[Collected data]
= = = =
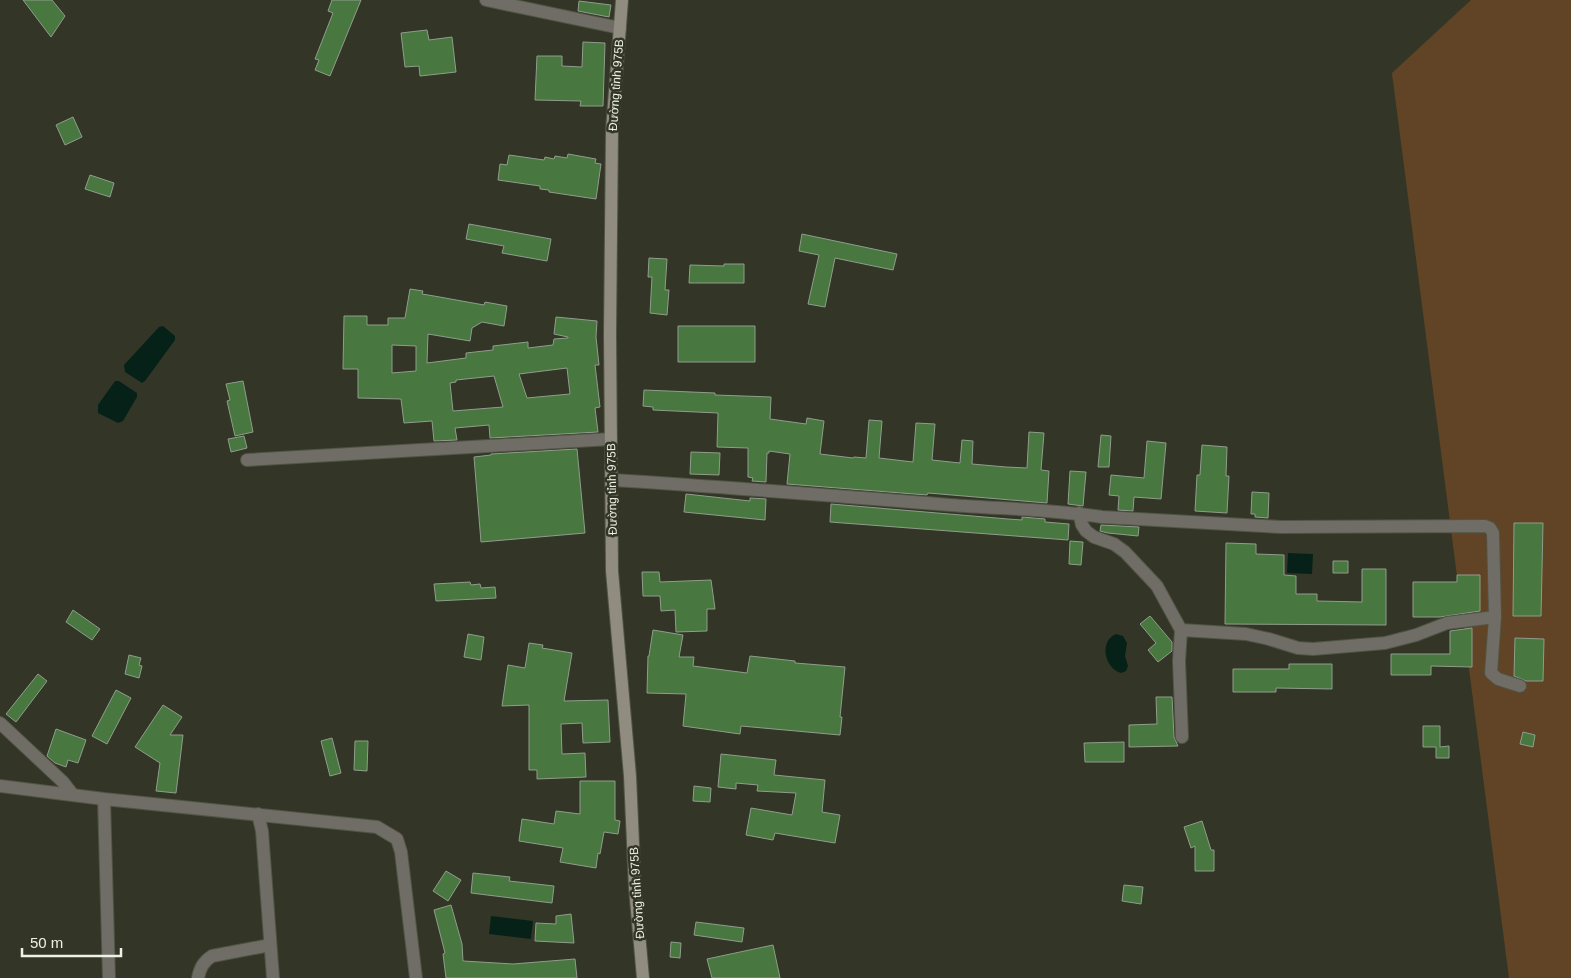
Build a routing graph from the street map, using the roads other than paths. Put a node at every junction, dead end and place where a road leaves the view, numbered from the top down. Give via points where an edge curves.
1 (486, 0) edge
2 (622, 0) edge
3 (620, 28) junction
4 (611, 438) junction
5 (247, 460) dead end
6 (612, 480) junction
7 (1080, 513) junction
8 (1495, 617) junction
9 (1181, 630) junction
10 (1520, 686) dead end
11 (0, 723) edge
12 (1182, 736) dead end
13 (0, 786) edge
14 (72, 795) junction
15 (104, 799) junction
16 (258, 814) junction
17 (270, 945) junction
18 (109, 978) edge
19 (198, 978) edge
20 (273, 978) edge
21 (416, 978) edge
22 (643, 978) edge

1 - 3 street
2 - 3 main road, Đường tỉnh 975B
3 - 4 main road, Đường tỉnh 975B via 612,130
4 - 5 street
4 - 6 main road, Đường tỉnh 975B
6 - 7 street
6 - 22 main road, Đường tỉnh 975B via 612,571
7 - 8 street via 1281,527 1485,526 1492,533
7 - 9 street via 1086,531 1125,552 1157,586
8 - 9 street via 1447,623 1385,643 1313,649 1246,634
8 - 10 street via 1491,673 1498,679
9 - 12 street
11 - 14 street via 63,782
13 - 14 street
14 - 15 street
15 - 16 street
15 - 18 street
16 - 17 street
16 - 21 street via 377,827 396,839 401,852
17 - 19 street via 212,956 204,961
17 - 20 street

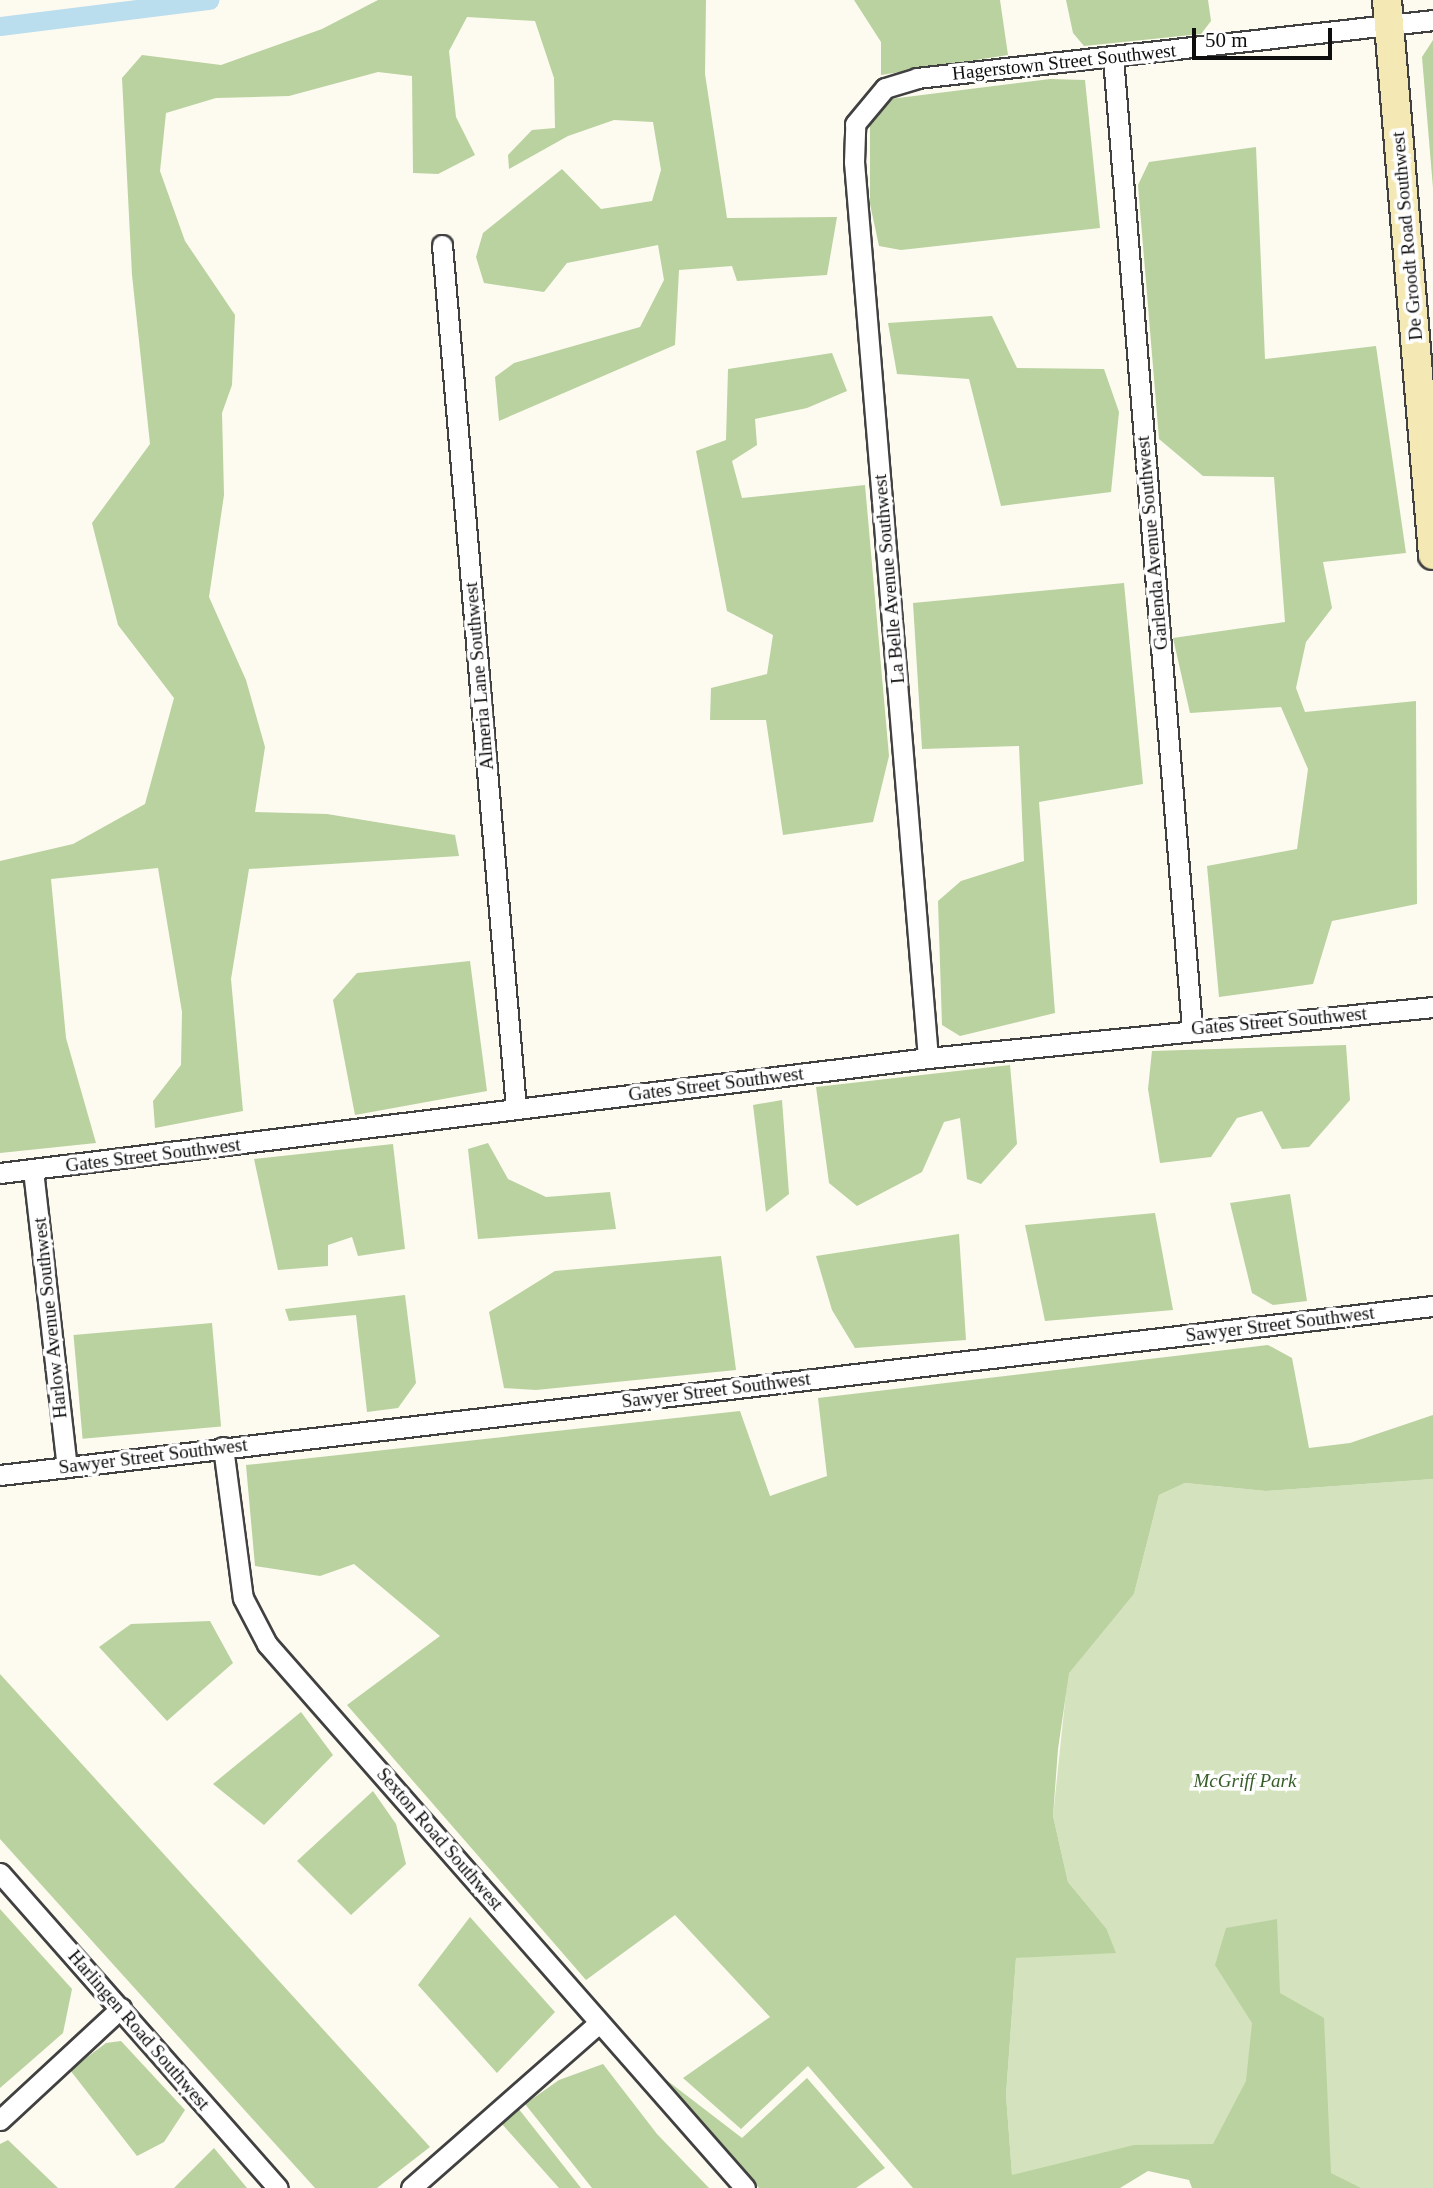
= = = =
THE TASK => Repeat the records exactly but leave out the images.

OUTPUT OF THE TASK =>
Build a routing graph from the street map, using the roads other than paths. Put a node at every junction, dead end and place where a road leaves the view, numbered from the top down. Give via points where an edge curves.
1 (486, 0) edge
2 (622, 0) edge
3 (620, 28) junction
4 (611, 438) junction
5 (247, 460) dead end
6 (612, 480) junction
7 (1080, 513) junction
8 (1495, 617) junction
9 (1181, 630) junction
10 (1520, 686) dead end
11 (0, 723) edge
12 (1182, 736) dead end
13 (0, 786) edge
14 (72, 795) junction
15 (104, 799) junction
16 (258, 814) junction
17 (270, 945) junction
18 (109, 978) edge
19 (198, 978) edge
20 (273, 978) edge
21 (416, 978) edge
22 (643, 978) edge

1 - 3 street
2 - 3 main road, Đường tỉnh 975B
3 - 4 main road, Đường tỉnh 975B via 612,130
4 - 5 street
4 - 6 main road, Đường tỉnh 975B
6 - 7 street
6 - 22 main road, Đường tỉnh 975B via 612,571
7 - 8 street via 1281,527 1485,526 1492,533
7 - 9 street via 1086,531 1125,552 1157,586
8 - 9 street via 1447,623 1385,643 1313,649 1246,634
8 - 10 street via 1491,673 1498,679
9 - 12 street
11 - 14 street via 63,782
13 - 14 street
14 - 15 street
15 - 16 street
15 - 18 street
16 - 17 street
16 - 21 street via 377,827 396,839 401,852
17 - 19 street via 212,956 204,961
17 - 20 street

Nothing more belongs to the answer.